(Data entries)
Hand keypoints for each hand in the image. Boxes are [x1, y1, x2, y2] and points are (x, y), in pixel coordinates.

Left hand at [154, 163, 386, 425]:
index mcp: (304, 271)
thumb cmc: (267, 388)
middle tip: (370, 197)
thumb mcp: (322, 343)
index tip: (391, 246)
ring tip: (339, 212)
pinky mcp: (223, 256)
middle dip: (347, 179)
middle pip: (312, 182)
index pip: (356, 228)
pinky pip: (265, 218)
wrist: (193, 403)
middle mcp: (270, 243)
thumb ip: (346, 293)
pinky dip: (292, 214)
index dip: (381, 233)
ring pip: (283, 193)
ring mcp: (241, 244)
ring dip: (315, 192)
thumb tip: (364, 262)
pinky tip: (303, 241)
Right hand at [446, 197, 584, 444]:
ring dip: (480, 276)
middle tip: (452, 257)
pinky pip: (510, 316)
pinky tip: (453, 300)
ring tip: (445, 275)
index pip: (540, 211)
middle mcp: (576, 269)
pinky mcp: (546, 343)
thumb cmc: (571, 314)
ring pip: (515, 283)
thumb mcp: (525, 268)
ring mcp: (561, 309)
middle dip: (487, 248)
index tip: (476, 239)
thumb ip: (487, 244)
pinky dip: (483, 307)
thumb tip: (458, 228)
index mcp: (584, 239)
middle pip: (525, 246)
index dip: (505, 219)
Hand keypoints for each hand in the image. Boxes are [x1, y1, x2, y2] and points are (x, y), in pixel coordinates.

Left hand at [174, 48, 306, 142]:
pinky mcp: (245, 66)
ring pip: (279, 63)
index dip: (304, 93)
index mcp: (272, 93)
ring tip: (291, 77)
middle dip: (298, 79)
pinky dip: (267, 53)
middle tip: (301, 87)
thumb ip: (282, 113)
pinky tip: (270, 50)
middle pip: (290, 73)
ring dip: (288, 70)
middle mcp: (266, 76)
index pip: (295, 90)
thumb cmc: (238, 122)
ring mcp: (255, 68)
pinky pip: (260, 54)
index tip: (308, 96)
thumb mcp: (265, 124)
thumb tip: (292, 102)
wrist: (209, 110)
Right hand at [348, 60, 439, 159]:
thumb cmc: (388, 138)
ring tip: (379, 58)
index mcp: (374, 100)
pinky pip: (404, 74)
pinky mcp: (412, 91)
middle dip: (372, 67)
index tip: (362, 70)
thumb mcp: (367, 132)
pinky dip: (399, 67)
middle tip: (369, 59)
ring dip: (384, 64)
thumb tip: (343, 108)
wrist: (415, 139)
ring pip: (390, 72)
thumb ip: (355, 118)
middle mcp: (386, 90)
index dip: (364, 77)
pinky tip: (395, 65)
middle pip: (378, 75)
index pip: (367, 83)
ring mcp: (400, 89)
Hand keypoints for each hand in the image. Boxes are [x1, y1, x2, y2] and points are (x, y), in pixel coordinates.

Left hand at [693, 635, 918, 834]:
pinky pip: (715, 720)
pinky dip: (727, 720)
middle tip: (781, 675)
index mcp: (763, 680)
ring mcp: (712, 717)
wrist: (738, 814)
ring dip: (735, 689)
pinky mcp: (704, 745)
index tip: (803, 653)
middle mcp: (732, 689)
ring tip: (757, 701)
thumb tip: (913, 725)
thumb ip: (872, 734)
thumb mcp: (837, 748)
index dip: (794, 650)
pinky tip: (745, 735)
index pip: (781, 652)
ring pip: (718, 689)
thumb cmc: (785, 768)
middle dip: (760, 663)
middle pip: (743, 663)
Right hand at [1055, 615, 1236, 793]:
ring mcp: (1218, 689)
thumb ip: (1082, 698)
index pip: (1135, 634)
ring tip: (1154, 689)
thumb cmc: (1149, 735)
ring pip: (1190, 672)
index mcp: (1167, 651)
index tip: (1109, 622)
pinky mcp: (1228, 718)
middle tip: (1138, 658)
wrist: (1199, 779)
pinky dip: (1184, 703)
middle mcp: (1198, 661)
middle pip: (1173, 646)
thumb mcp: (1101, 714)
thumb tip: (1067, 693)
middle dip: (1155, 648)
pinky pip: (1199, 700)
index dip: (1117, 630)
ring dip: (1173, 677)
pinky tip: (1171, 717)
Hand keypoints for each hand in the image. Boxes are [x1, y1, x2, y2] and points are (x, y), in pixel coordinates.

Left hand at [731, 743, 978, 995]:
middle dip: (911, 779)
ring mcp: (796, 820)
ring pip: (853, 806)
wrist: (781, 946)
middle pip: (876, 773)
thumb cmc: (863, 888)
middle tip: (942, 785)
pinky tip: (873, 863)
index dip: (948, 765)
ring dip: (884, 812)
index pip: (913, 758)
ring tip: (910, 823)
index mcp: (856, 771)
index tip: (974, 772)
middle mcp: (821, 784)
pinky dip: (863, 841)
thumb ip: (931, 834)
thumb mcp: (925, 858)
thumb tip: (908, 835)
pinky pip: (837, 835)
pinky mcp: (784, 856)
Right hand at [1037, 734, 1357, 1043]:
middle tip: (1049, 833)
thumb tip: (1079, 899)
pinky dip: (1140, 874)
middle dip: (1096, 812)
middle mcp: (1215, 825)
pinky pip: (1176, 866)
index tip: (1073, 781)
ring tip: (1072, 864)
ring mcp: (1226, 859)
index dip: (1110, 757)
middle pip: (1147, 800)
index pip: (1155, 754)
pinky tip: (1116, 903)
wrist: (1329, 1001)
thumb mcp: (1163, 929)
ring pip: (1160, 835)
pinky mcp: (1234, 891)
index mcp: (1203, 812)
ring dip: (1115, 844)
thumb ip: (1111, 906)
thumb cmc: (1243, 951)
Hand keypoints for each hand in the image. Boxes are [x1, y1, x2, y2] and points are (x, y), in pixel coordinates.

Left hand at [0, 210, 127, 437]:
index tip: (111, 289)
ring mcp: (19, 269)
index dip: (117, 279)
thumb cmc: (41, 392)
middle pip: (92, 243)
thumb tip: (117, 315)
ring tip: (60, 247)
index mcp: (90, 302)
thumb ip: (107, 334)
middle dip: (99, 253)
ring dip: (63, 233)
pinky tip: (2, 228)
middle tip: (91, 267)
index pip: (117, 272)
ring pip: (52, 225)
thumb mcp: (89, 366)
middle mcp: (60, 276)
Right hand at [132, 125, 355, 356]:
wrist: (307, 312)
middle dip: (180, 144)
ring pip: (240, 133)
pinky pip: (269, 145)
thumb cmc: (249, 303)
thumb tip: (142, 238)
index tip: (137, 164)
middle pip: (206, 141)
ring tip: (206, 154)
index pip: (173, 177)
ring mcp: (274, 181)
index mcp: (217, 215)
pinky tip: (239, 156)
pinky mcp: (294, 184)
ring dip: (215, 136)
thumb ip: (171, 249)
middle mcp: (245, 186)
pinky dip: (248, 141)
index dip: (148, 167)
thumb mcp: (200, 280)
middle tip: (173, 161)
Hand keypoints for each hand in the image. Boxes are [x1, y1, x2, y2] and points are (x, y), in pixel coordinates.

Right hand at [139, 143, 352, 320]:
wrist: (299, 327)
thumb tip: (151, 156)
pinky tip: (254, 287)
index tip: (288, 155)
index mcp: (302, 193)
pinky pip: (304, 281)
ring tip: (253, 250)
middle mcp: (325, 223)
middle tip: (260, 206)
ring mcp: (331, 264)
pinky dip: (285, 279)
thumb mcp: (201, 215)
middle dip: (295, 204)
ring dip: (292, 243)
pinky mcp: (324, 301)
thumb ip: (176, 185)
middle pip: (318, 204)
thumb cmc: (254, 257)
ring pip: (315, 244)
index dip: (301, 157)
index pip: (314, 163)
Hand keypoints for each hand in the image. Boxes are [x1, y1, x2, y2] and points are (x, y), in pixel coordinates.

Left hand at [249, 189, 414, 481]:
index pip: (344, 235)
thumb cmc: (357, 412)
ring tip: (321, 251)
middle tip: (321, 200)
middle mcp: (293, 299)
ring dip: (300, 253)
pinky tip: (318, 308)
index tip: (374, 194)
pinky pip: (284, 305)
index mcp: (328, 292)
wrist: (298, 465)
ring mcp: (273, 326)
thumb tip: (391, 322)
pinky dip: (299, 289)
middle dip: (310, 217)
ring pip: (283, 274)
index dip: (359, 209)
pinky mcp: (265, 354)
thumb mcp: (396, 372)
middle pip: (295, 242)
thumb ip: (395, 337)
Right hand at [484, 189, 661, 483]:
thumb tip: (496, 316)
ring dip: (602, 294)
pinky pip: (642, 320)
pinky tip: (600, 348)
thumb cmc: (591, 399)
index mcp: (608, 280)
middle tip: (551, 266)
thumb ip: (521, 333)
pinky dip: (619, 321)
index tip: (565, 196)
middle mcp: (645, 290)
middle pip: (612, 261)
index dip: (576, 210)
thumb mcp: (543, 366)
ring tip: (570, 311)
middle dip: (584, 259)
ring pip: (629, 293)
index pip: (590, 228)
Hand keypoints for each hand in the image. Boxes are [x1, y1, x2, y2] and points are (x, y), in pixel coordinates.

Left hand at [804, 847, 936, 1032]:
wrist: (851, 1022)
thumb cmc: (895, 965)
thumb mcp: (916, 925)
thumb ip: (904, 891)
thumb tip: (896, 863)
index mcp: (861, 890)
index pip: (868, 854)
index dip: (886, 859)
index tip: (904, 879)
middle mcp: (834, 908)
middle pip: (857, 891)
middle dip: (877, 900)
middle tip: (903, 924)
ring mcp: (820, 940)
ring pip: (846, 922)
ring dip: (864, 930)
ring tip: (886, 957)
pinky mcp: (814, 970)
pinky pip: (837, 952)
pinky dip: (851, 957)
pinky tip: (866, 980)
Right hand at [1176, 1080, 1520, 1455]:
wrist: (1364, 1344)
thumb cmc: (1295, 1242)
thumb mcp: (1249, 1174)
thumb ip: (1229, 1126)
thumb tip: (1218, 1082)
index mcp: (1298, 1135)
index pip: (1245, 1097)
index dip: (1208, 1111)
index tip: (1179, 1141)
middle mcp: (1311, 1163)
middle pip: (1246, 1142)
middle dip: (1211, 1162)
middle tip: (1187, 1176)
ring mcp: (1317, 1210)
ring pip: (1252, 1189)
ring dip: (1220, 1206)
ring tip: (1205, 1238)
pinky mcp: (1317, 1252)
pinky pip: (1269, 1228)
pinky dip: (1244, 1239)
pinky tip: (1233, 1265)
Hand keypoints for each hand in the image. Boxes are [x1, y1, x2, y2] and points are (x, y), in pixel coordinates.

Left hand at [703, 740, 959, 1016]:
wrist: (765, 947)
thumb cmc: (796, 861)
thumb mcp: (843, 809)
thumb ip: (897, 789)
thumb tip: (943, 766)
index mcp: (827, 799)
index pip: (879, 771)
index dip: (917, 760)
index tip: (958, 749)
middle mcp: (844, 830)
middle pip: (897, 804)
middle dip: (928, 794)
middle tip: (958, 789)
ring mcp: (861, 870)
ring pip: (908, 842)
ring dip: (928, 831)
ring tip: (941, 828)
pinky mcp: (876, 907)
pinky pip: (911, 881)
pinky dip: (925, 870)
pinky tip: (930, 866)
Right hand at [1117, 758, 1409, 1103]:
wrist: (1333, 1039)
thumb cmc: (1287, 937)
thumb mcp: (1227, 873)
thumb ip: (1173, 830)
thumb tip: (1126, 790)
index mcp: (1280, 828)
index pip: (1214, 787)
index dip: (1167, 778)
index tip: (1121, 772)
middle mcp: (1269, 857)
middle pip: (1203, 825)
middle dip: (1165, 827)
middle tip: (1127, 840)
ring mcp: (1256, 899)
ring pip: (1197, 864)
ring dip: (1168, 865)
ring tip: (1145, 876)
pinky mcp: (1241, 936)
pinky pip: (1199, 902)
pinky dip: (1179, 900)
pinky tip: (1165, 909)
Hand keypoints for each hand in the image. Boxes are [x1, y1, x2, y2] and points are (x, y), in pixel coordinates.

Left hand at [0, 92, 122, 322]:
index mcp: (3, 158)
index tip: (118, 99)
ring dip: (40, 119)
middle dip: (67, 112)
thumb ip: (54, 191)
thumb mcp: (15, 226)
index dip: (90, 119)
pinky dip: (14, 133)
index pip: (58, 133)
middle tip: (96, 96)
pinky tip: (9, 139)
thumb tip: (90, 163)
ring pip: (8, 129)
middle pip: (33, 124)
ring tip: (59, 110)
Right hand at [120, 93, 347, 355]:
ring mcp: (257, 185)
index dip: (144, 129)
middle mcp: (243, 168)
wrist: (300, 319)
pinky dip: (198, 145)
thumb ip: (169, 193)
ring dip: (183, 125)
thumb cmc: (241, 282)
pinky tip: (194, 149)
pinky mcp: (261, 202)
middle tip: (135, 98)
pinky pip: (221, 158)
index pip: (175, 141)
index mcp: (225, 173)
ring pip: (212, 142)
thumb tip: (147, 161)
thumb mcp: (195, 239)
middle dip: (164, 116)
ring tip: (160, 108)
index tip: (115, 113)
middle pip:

(Exercise)
Of the lines above, retype only those from the line containing "ring pip: (279, 63)" through the line containing "middle pip: (743, 663)", including both, exactly.

(Reply to the task)
ring pip: (279, 63)
index dip: (304, 93)
index mcp: (272, 93)
ring tip: (291, 77)
middle dip: (298, 79)
pinky dip: (267, 53)
middle tip: (301, 87)
thumb ip: (282, 113)
pinky tip: (270, 50)
middle pip: (290, 73)
ring dip: (288, 70)
middle mcp: (266, 76)
index pip: (295, 90)
thumb cmc: (238, 122)
ring mcp: (255, 68)
pinky pip: (260, 54)
index tip: (308, 96)
thumb mcp: (265, 124)
thumb tip: (292, 102)
wrist: (209, 110)
Right hand at [348, 60, 439, 159]:
thumb cmc: (388, 138)
ring tip: (379, 58)
index mcp: (374, 100)
pinky pip: (404, 74)
pinky mcp: (412, 91)
middle dip: (372, 67)
index tip: (362, 70)
thumb mcp: (367, 132)
pinky dip: (399, 67)
middle tip: (369, 59)
ring dip: (384, 64)
thumb tip: (343, 108)
wrist: (415, 139)
ring pip: (390, 72)
thumb ip: (355, 118)
middle mcp: (386, 90)
index dip: (364, 77)
pinky tip: (395, 65)
middle pip: (378, 75)
index pip: (367, 83)
ring mcp: (400, 89)
Hand keypoints for each hand in the image. Boxes are [x1, y1, x2, y2] and points are (x, y), in pixel coordinates.

Left hand at [693, 635, 918, 834]:
pinky pip: (715, 720)
pinky dip: (727, 720)
middle tip: (781, 675)
index mcp: (763, 680)
ring mcp: (712, 717)
wrist: (738, 814)
ring dip: (735, 689)
pinky mcp: (704, 745)
index tip: (803, 653)
middle mcp: (732, 689)
ring tip: (757, 701)
thumb tip: (913, 725)
thumb ip: (872, 734)
thumb mcp: (837, 748)
index dip: (794, 650)
pinky tip: (745, 735)
index pip: (781, 652)
ring pip: (718, 689)
thumb cmc: (785, 768)
middle dip: (760, 663)
middle pip: (743, 663)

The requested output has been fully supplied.